SARS-CoV-2 infection elicits a rapid neutralizing antibody response that correlates with disease severity

Abstract

The protective effect of neutralizing antibodies in SARS-CoV-2 infected individuals is not yet well defined. To address this issue, we have analyzed the kinetics of neutralizing antibody responses and their association with disease severity. Between March and May 2020, the prospective KING study enrolled 72 COVID-19+ participants grouped according to disease severity. SARS-CoV-2 infection was diagnosed by serological and virological tests.

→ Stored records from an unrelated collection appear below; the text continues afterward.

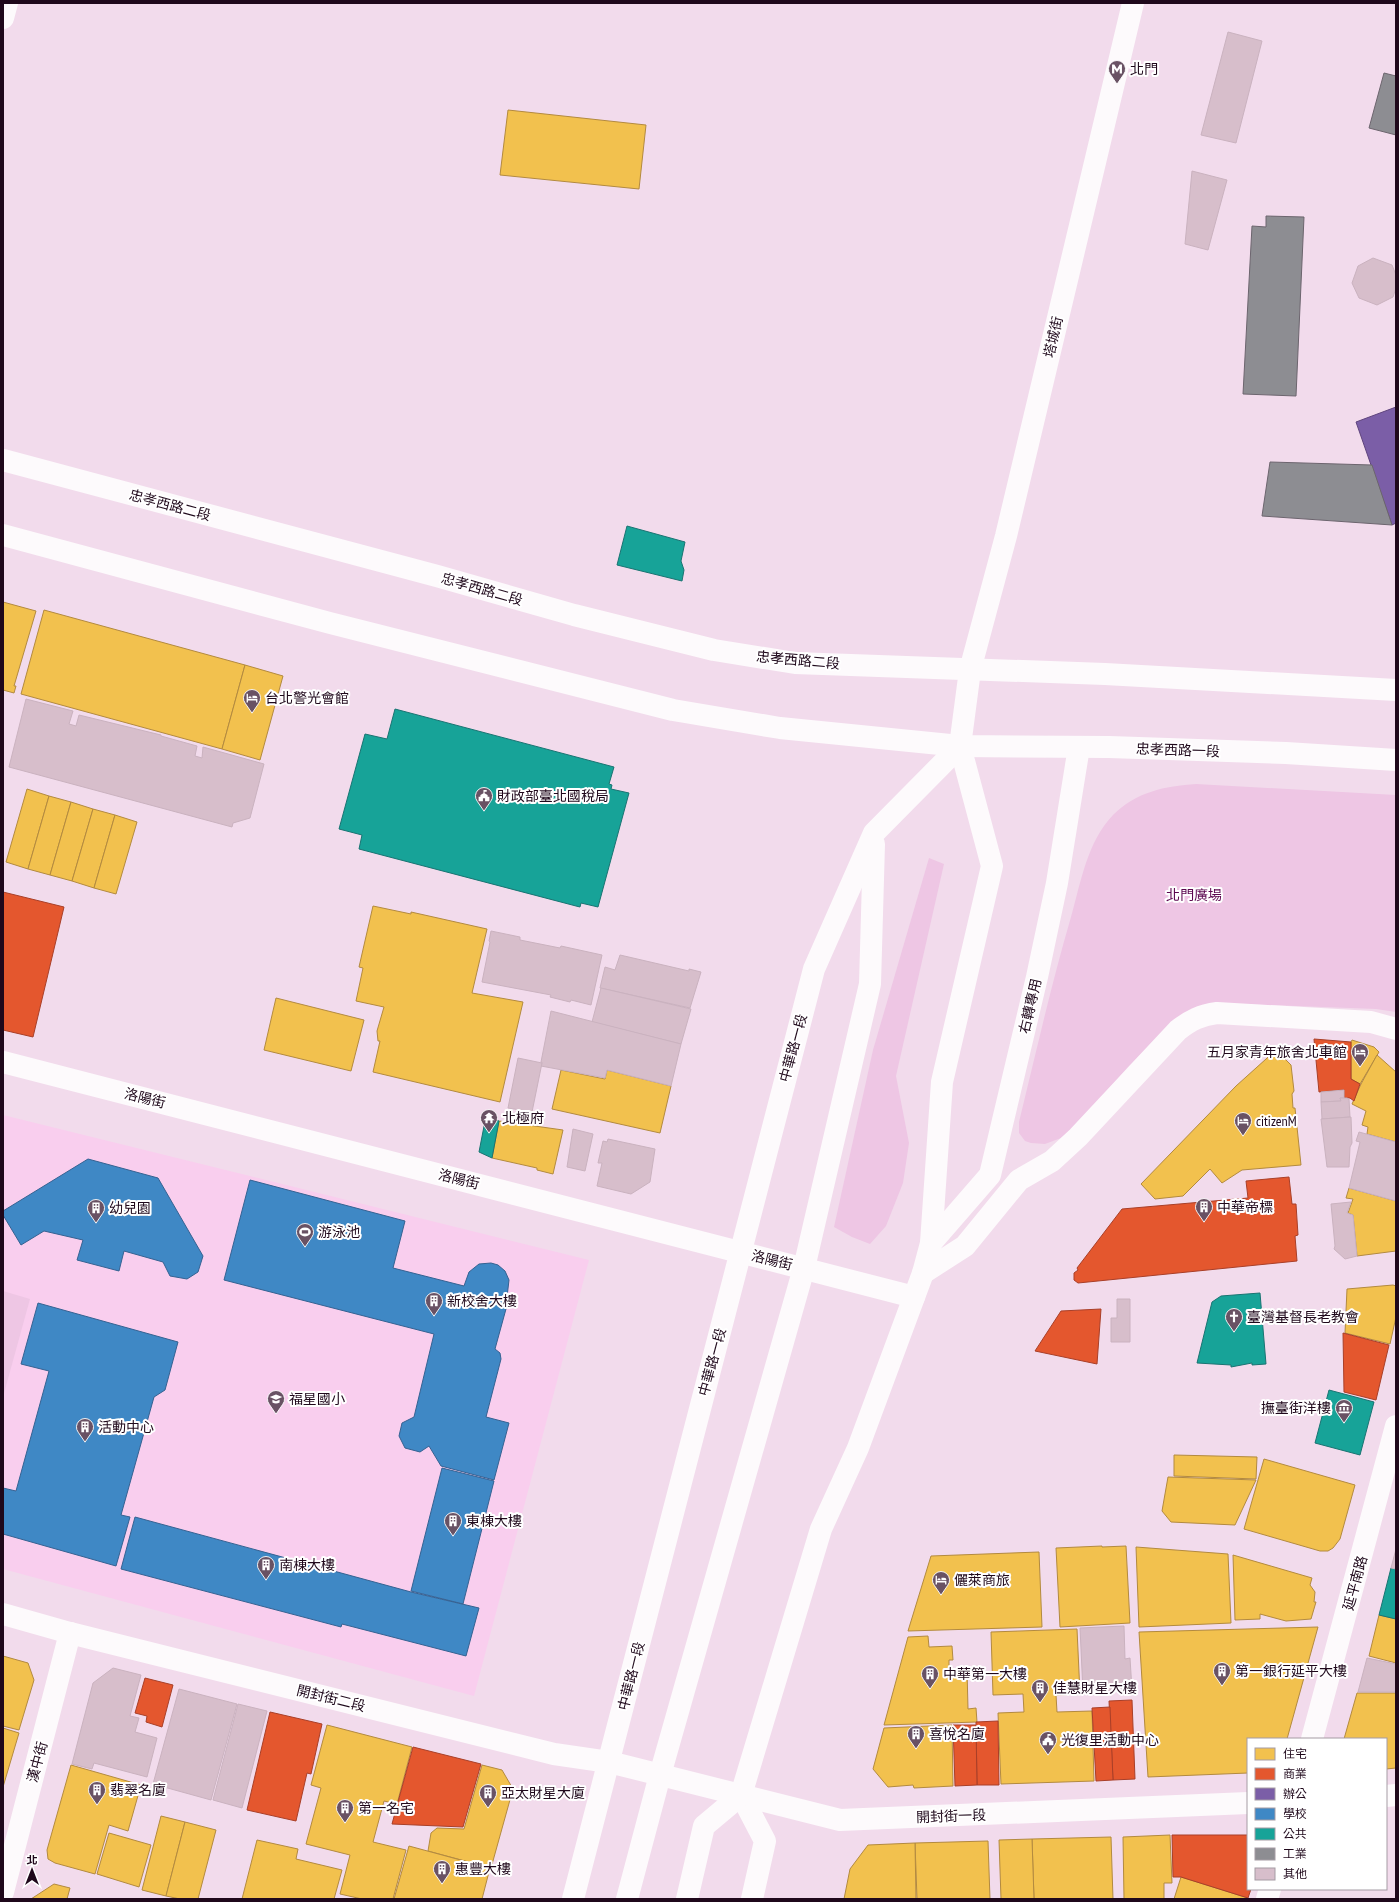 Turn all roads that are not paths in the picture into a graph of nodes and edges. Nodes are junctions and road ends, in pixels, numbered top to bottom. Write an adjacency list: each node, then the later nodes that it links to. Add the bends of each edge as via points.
1 (7, 3): 3 (main road)
2 (1133, 3): 6 (main road, 塔城街, via 1006,536)
3 (3, 18)
4 (3, 460): 6 (main road, 忠孝西路二段, via 574,615 714,650 795,663)
5 (3, 535): 8 (main road, via 337,625 673,710 780,728)
6 (970, 670): 7 (main road, via 1105,674); 8 (main road)
7 (1396, 690)
8 (960, 746): 9 (main road, 忠孝西路一段); 11 (main road, 中華路一段); 14 (main road, via 992,866 942,1082)
9 (1079, 747): 10 (main road, 忠孝西路一段, via 1286,753); 14 (main road, 右轉專用, via 1057,883 990,1175)
10 (1396, 760)
11 (874, 833): 15 (main road, 中華路一段, via 814,969); 16 (main road, via 870,984)
12 (1396, 1029): 17 (main road, via 1371,1022 1217,1013 1204,1014 1191,1020 1178,1030 1052,1162 1019,1180 965,1246)
13 (3, 1062): 15 (main road, 洛陽街)
14 (930, 1243): 17 (main road)
15 (742, 1252): 16 (main road, 洛陽街); 23 (main road, 中華路一段)
16 (804, 1268): 18 (main road, 洛陽街); 24 (main road)
17 (923, 1273): 18 (main road)
18 (914, 1297): 25 (main road, via 858,1448 821,1529)
19 (1396, 1426): 22 (main road, 延平南路)
20 (3, 1614): 21 (main road, 開封街二段)
21 (70, 1633): 23 (main road, 開封街二段, via 554,1754); 27 (main road, 漢中街)
22 (1312, 1738)
23 (609, 1762): 24 (main road, 開封街二段); 28 (main road, 中華路一段)
24 (660, 1775): 25 (main road, 開封街一段); 29 (main road)
25 (741, 1795): 26 (main road, 開封街一段, via 840,1820); 30 (main road, via 704,1826); 31 (main road, via 765,1841)
26 (1247, 1803)
27 (3, 1892)
28 (573, 1899)
29 (627, 1899)
30 (687, 1899)
31 (752, 1899) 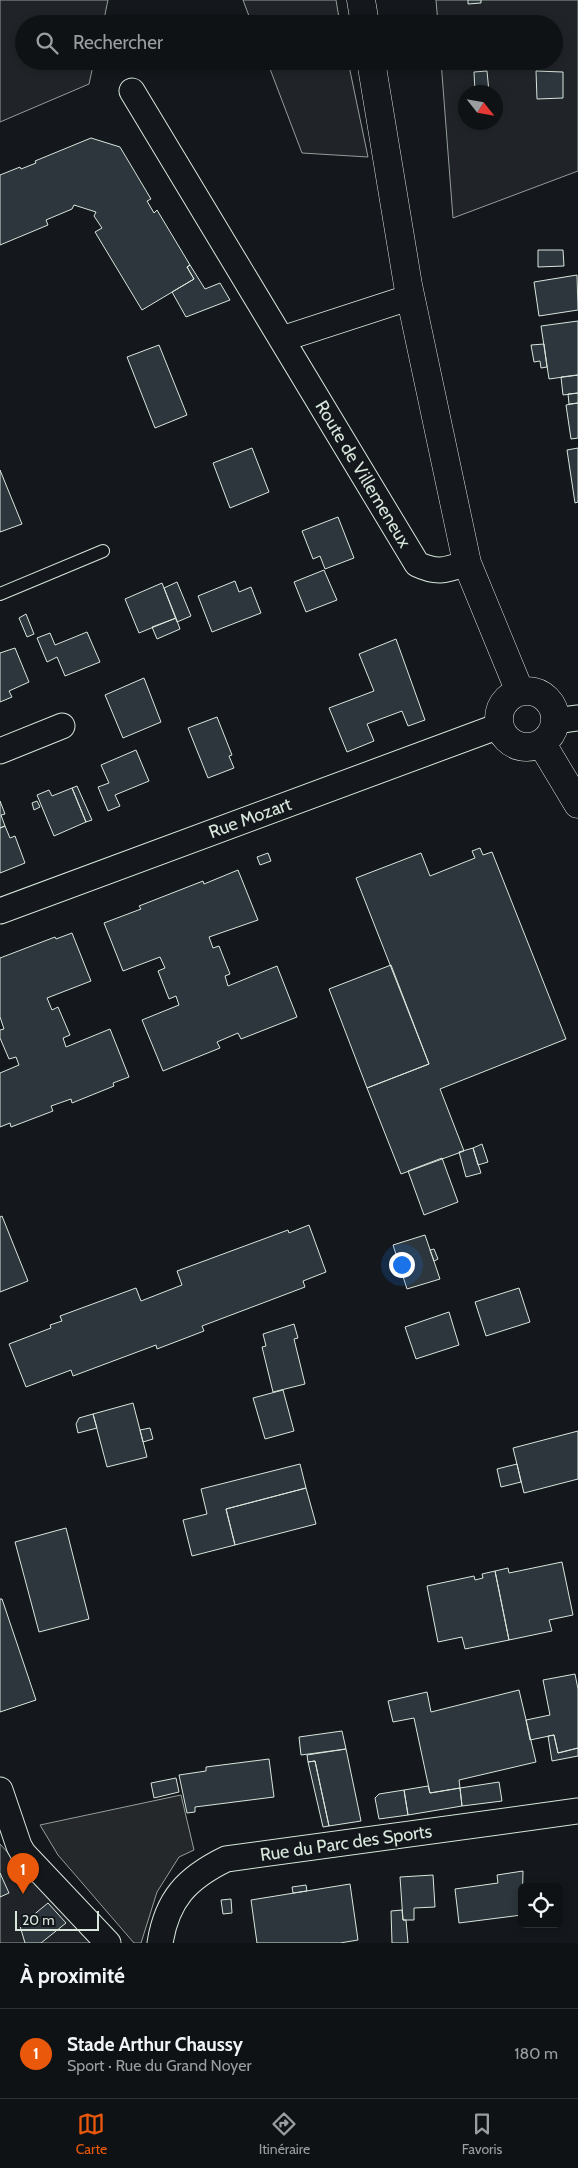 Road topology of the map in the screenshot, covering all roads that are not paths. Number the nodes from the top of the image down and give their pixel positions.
1 (361, 0) edge
2 (364, 15) edge
3 (373, 70) edge
4 (132, 91) dead end
5 (411, 297) junction
6 (282, 338) junction
7 (103, 550) dead end
8 (467, 563) junction
9 (0, 594) edge
10 (520, 692) junction
11 (62, 726) dead end
12 (500, 726) junction
13 (558, 728) edge
14 (0, 751) edge
15 (578, 804) edge
16 (0, 911) edge
17 (0, 1790) edge
18 (578, 1811) edge
19 (108, 1943) edge
20 (160, 1943) edge

1 - 2 main road
3 - 5 main road
4 - 6 street, Route de Villemeneux
5 - 6 street
5 - 8 main road
6 - 8 street, Route de Villemeneux
7 - 9 lane
8 - 10 main road
10 - 12 main road
10 - 13 main road
11 - 14 street
12 - 13 main road
12 - 16 street, Rue Mozart
13 - 15 main road
17 - 19 street
18 - 20 street, Rue du Parc des Sports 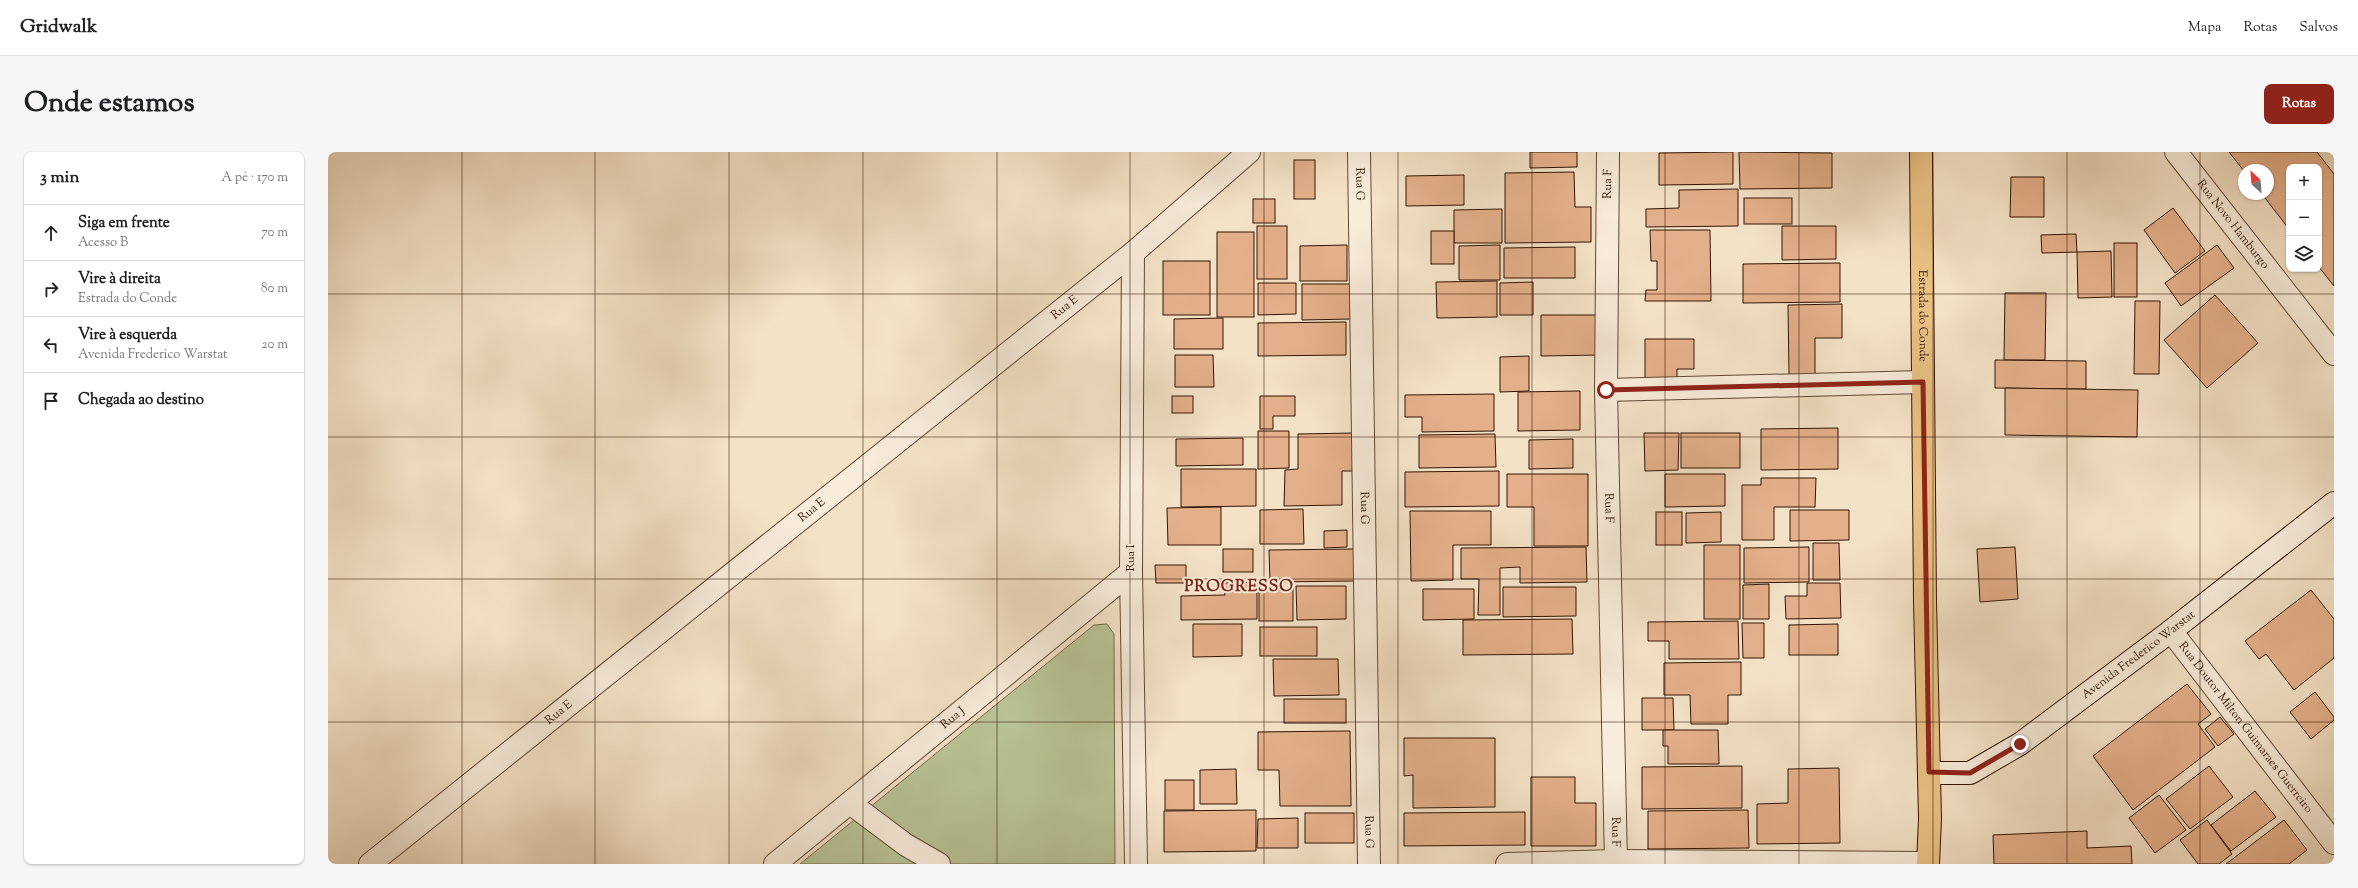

Plasma neutralizing responses were assessed against replicative virus and pseudoviral particles. Multiple regression and non-parametric tests were used to analyze dependence of parameters. The magnitude of neutralizing titers significantly increased with disease severity. Hospitalized individuals developed higher titers compared to mild-symptomatic and asymptomatic individuals, which together showed titers below the detection limit in 50% of cases. Longitudinal analysis confirmed the strong differences in neutralizing titers between non-hospitalized and hospitalized participants and showed rapid kinetics of appearance of neutralizing antibodies (50% and 80% of maximal activity reached after 11 and 17 days after symptoms onset, respectively) in hospitalized patients. No significant impact of age, gender or treatment on the neutralizing titers was observed in this limited cohort. These data identify a clear association of humoral immunity with disease severity and point to immune mechanisms other than antibodies as relevant players in COVID-19 protection.

Figure 1

Neutralization activity. (A) Dose response of normalized neutralization data for all samples tested against replicative virus in Vero E6 cells (n = 130). (B) Correlation between IC₅₀ values of plasma samples in replicative virus and pseudovirus neutralization assays (n = 122). Line indicates linear regression for illustrative purposes. Correlation coefficient and p-value (Spearman correlation test) are shown. (C) Analysis of the impact of disease severity on neutralization titers (replicative virus assay) for the whole sample set. Individual values, mean values (solid lines) are shown for each group (0 = seronegative, 1 = asymptomatic, 2 = mid-symptomatic, 3 = hospitalized non severe, 4 = severe, 5 = ICU). (D) Calculated IC₅₀ (reciprocal dilution) in the replicative virus assay for all plasma samples tested grouped by SARS-CoV-2 positivity and clinical grade of symptoms. Comparison between groups was performed by Kruskal–Wallis test (p-value indicated in the Figure) with Dunn’s correction for multiple comparisons (indicated in intergroup comparisons). Top p-value indicates the comparison of the whole hospitalized and outpatient groups.

Figure 2

Longitudinal analysis and distribution of neutralization activity. (A) Neutralization titers from hospitalized patients were plotted against time from symptoms onset and fitted (solid line). Empty symbols indicate outliers. Light and dark blue arrows indicate the calculated time required to achieve the 50% and the 80% maximal neutralization titer, respectively. Non severe, severe and ICU groups are indicated by orange, maroon and red symbols, respectively. Analysis was performed with all the dataset. (B) Neutralization titers from mild-symptomatic individuals were fitted (solid line) after identification of outliers (empty symbols). The comparison of the plateau values for neutralization titers in hospitalized (light maroon line) and mild-symptomatic individuals is shown (Z test). (C) Representation of the frequency of undetectable, low, medium and high neutralizing individuals in non-hospitalized and hospitalized (All hospital) patients (p-value of Chi-square test).

Figure 3

Factors associated with neutralizing responses. (A) Correlation between maximal individual neutralizing titers and age. P-value for Spearman’s test correlation of all data is shown (solid line), red and green dotted lines indicate correlations for hospitalized and mild-symptomatic individuals, respectively. P-value for Spearman’s test correlation is shown. (B) For hospitalized patients, correlation between neutralizing activity and duration of hospital stay. P-value for Spearman’s test correlation of data is shown (solid line). (C,D) Analysis of gender differences in the maximal neutralization titer value of COVID-19 participants (n = 73, C) and in hospitalized participants (n = 40, panel D). P-values for Mann–Whitney tests is shown.

Figure 4

Effect of treatment. Maximal neutralization titers from hospitalized participants (n = 40) were analyzed according to the indicated treatments. Individual values, median and interquartile boxes (25–75) are indicated. P-values for Mann–Whitney tests are shown.